* DATA IN THIS EXERCISE *

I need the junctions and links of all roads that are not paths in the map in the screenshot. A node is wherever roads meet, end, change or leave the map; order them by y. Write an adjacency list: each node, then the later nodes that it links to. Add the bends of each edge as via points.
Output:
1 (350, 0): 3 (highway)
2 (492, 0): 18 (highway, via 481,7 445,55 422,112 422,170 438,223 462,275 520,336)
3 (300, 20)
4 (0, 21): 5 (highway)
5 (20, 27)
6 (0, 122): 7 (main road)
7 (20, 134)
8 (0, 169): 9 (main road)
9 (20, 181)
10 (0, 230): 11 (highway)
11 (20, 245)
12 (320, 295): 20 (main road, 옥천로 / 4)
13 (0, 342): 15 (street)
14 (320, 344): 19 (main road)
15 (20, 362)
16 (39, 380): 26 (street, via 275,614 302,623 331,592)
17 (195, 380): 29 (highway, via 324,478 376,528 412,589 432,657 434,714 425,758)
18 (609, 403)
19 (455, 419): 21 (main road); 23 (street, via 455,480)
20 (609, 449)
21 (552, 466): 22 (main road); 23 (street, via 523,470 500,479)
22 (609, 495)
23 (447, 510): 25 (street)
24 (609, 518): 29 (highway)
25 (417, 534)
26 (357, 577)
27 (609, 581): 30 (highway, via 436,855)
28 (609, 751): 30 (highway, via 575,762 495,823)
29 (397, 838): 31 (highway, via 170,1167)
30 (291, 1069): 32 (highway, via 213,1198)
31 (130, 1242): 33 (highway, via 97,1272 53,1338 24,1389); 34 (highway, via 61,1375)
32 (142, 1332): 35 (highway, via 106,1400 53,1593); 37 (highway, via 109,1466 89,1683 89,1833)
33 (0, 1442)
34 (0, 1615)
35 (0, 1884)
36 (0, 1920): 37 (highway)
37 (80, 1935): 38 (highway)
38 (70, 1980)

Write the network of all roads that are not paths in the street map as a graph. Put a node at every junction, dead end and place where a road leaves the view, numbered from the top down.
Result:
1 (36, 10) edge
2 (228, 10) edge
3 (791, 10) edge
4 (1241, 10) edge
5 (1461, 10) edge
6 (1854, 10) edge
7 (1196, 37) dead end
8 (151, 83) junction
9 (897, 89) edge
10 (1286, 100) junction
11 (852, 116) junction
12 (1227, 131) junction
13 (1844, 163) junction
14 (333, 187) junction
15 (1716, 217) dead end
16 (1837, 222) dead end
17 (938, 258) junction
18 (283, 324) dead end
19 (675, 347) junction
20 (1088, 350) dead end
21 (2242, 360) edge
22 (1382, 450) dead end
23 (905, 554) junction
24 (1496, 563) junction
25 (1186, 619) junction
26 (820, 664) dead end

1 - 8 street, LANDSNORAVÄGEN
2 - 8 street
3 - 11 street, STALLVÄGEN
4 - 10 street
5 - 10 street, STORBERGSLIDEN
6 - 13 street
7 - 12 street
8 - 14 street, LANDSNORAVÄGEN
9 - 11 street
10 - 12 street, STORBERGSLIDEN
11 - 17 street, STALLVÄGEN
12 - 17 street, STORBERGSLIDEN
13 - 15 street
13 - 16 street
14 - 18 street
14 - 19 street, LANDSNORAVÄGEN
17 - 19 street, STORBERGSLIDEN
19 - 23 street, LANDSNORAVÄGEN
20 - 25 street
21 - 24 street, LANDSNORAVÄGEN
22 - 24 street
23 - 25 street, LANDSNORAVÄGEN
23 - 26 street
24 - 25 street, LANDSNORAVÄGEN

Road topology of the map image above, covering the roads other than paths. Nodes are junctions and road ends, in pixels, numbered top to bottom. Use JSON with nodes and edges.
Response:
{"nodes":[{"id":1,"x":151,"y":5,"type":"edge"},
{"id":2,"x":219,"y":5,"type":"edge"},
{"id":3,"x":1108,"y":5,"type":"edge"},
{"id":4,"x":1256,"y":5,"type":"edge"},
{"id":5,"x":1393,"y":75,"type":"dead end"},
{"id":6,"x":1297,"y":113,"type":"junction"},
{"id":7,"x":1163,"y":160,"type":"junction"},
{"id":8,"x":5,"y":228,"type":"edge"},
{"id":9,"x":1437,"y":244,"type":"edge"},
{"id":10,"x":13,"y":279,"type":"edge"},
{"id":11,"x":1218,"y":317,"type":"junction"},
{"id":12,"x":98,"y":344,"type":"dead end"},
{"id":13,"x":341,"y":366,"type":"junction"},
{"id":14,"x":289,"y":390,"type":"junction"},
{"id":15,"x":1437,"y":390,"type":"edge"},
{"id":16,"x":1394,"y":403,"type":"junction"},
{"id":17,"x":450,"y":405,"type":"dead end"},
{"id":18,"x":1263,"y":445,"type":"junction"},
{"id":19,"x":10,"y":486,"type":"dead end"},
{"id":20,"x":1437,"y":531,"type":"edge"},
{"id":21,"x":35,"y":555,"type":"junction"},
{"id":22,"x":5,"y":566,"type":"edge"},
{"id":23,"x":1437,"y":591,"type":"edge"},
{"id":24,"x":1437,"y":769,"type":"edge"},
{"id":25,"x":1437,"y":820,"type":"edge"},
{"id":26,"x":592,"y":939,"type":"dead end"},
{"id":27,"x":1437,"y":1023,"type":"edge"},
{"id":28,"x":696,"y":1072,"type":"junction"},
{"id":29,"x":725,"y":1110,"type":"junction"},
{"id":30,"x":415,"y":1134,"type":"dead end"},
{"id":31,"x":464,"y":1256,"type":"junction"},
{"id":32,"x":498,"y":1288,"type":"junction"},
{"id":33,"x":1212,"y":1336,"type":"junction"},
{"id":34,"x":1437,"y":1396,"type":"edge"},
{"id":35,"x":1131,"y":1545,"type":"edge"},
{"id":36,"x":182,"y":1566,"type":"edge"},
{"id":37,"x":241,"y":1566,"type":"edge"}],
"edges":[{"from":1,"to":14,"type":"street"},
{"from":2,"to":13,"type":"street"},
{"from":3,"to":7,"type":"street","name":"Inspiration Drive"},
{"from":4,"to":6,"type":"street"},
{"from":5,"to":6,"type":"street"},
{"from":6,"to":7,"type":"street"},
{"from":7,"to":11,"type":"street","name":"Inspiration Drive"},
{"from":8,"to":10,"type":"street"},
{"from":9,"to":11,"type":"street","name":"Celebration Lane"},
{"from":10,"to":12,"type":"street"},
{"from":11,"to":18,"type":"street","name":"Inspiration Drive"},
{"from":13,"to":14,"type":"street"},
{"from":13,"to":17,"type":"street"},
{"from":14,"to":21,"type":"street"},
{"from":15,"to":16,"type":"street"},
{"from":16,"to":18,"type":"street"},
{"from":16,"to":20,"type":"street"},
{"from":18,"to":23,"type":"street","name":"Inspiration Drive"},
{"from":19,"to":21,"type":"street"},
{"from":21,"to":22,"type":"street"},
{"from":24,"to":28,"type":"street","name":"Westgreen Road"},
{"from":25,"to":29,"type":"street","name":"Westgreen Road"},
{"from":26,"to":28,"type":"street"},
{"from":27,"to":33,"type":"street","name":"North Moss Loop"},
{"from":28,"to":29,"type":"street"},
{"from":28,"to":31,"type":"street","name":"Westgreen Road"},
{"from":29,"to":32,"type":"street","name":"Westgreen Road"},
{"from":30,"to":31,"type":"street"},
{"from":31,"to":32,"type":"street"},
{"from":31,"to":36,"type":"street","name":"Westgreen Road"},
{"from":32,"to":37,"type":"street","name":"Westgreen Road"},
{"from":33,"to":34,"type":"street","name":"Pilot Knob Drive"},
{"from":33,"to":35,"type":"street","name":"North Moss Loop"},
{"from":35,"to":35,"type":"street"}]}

* ASSIGNED TASK *
An exact retyping of every line in the records is needed.

* ANSWER BOX *
I need the junctions and links of all roads that are not paths in the map in the screenshot. A node is wherever roads meet, end, change or leave the map; order them by y. Write an adjacency list: each node, then the later nodes that it links to. Add the bends of each edge as via points.
Output:
1 (350, 0): 3 (highway)
2 (492, 0): 18 (highway, via 481,7 445,55 422,112 422,170 438,223 462,275 520,336)
3 (300, 20)
4 (0, 21): 5 (highway)
5 (20, 27)
6 (0, 122): 7 (main road)
7 (20, 134)
8 (0, 169): 9 (main road)
9 (20, 181)
10 (0, 230): 11 (highway)
11 (20, 245)
12 (320, 295): 20 (main road, 옥천로 / 4)
13 (0, 342): 15 (street)
14 (320, 344): 19 (main road)
15 (20, 362)
16 (39, 380): 26 (street, via 275,614 302,623 331,592)
17 (195, 380): 29 (highway, via 324,478 376,528 412,589 432,657 434,714 425,758)
18 (609, 403)
19 (455, 419): 21 (main road); 23 (street, via 455,480)
20 (609, 449)
21 (552, 466): 22 (main road); 23 (street, via 523,470 500,479)
22 (609, 495)
23 (447, 510): 25 (street)
24 (609, 518): 29 (highway)
25 (417, 534)
26 (357, 577)
27 (609, 581): 30 (highway, via 436,855)
28 (609, 751): 30 (highway, via 575,762 495,823)
29 (397, 838): 31 (highway, via 170,1167)
30 (291, 1069): 32 (highway, via 213,1198)
31 (130, 1242): 33 (highway, via 97,1272 53,1338 24,1389); 34 (highway, via 61,1375)
32 (142, 1332): 35 (highway, via 106,1400 53,1593); 37 (highway, via 109,1466 89,1683 89,1833)
33 (0, 1442)
34 (0, 1615)
35 (0, 1884)
36 (0, 1920): 37 (highway)
37 (80, 1935): 38 (highway)
38 (70, 1980)

Write the network of all roads that are not paths in the street map as a graph. Put a node at every junction, dead end and place where a road leaves the view, numbered from the top down.
Result:
1 (36, 10) edge
2 (228, 10) edge
3 (791, 10) edge
4 (1241, 10) edge
5 (1461, 10) edge
6 (1854, 10) edge
7 (1196, 37) dead end
8 (151, 83) junction
9 (897, 89) edge
10 (1286, 100) junction
11 (852, 116) junction
12 (1227, 131) junction
13 (1844, 163) junction
14 (333, 187) junction
15 (1716, 217) dead end
16 (1837, 222) dead end
17 (938, 258) junction
18 (283, 324) dead end
19 (675, 347) junction
20 (1088, 350) dead end
21 (2242, 360) edge
22 (1382, 450) dead end
23 (905, 554) junction
24 (1496, 563) junction
25 (1186, 619) junction
26 (820, 664) dead end

1 - 8 street, LANDSNORAVÄGEN
2 - 8 street
3 - 11 street, STALLVÄGEN
4 - 10 street
5 - 10 street, STORBERGSLIDEN
6 - 13 street
7 - 12 street
8 - 14 street, LANDSNORAVÄGEN
9 - 11 street
10 - 12 street, STORBERGSLIDEN
11 - 17 street, STALLVÄGEN
12 - 17 street, STORBERGSLIDEN
13 - 15 street
13 - 16 street
14 - 18 street
14 - 19 street, LANDSNORAVÄGEN
17 - 19 street, STORBERGSLIDEN
19 - 23 street, LANDSNORAVÄGEN
20 - 25 street
21 - 24 street, LANDSNORAVÄGEN
22 - 24 street
23 - 25 street, LANDSNORAVÄGEN
23 - 26 street
24 - 25 street, LANDSNORAVÄGEN

Road topology of the map image above, covering the roads other than paths. Nodes are junctions and road ends, in pixels, numbered top to bottom. Use JSON with nodes and edges.
Response:
{"nodes":[{"id":1,"x":151,"y":5,"type":"edge"},
{"id":2,"x":219,"y":5,"type":"edge"},
{"id":3,"x":1108,"y":5,"type":"edge"},
{"id":4,"x":1256,"y":5,"type":"edge"},
{"id":5,"x":1393,"y":75,"type":"dead end"},
{"id":6,"x":1297,"y":113,"type":"junction"},
{"id":7,"x":1163,"y":160,"type":"junction"},
{"id":8,"x":5,"y":228,"type":"edge"},
{"id":9,"x":1437,"y":244,"type":"edge"},
{"id":10,"x":13,"y":279,"type":"edge"},
{"id":11,"x":1218,"y":317,"type":"junction"},
{"id":12,"x":98,"y":344,"type":"dead end"},
{"id":13,"x":341,"y":366,"type":"junction"},
{"id":14,"x":289,"y":390,"type":"junction"},
{"id":15,"x":1437,"y":390,"type":"edge"},
{"id":16,"x":1394,"y":403,"type":"junction"},
{"id":17,"x":450,"y":405,"type":"dead end"},
{"id":18,"x":1263,"y":445,"type":"junction"},
{"id":19,"x":10,"y":486,"type":"dead end"},
{"id":20,"x":1437,"y":531,"type":"edge"},
{"id":21,"x":35,"y":555,"type":"junction"},
{"id":22,"x":5,"y":566,"type":"edge"},
{"id":23,"x":1437,"y":591,"type":"edge"},
{"id":24,"x":1437,"y":769,"type":"edge"},
{"id":25,"x":1437,"y":820,"type":"edge"},
{"id":26,"x":592,"y":939,"type":"dead end"},
{"id":27,"x":1437,"y":1023,"type":"edge"},
{"id":28,"x":696,"y":1072,"type":"junction"},
{"id":29,"x":725,"y":1110,"type":"junction"},
{"id":30,"x":415,"y":1134,"type":"dead end"},
{"id":31,"x":464,"y":1256,"type":"junction"},
{"id":32,"x":498,"y":1288,"type":"junction"},
{"id":33,"x":1212,"y":1336,"type":"junction"},
{"id":34,"x":1437,"y":1396,"type":"edge"},
{"id":35,"x":1131,"y":1545,"type":"edge"},
{"id":36,"x":182,"y":1566,"type":"edge"},
{"id":37,"x":241,"y":1566,"type":"edge"}],
"edges":[{"from":1,"to":14,"type":"street"},
{"from":2,"to":13,"type":"street"},
{"from":3,"to":7,"type":"street","name":"Inspiration Drive"},
{"from":4,"to":6,"type":"street"},
{"from":5,"to":6,"type":"street"},
{"from":6,"to":7,"type":"street"},
{"from":7,"to":11,"type":"street","name":"Inspiration Drive"},
{"from":8,"to":10,"type":"street"},
{"from":9,"to":11,"type":"street","name":"Celebration Lane"},
{"from":10,"to":12,"type":"street"},
{"from":11,"to":18,"type":"street","name":"Inspiration Drive"},
{"from":13,"to":14,"type":"street"},
{"from":13,"to":17,"type":"street"},
{"from":14,"to":21,"type":"street"},
{"from":15,"to":16,"type":"street"},
{"from":16,"to":18,"type":"street"},
{"from":16,"to":20,"type":"street"},
{"from":18,"to":23,"type":"street","name":"Inspiration Drive"},
{"from":19,"to":21,"type":"street"},
{"from":21,"to":22,"type":"street"},
{"from":24,"to":28,"type":"street","name":"Westgreen Road"},
{"from":25,"to":29,"type":"street","name":"Westgreen Road"},
{"from":26,"to":28,"type":"street"},
{"from":27,"to":33,"type":"street","name":"North Moss Loop"},
{"from":28,"to":29,"type":"street"},
{"from":28,"to":31,"type":"street","name":"Westgreen Road"},
{"from":29,"to":32,"type":"street","name":"Westgreen Road"},
{"from":30,"to":31,"type":"street"},
{"from":31,"to":32,"type":"street"},
{"from":31,"to":36,"type":"street","name":"Westgreen Road"},
{"from":32,"to":37,"type":"street","name":"Westgreen Road"},
{"from":33,"to":34,"type":"street","name":"Pilot Knob Drive"},
{"from":33,"to":35,"type":"street","name":"North Moss Loop"},
{"from":35,"to":35,"type":"street"}]}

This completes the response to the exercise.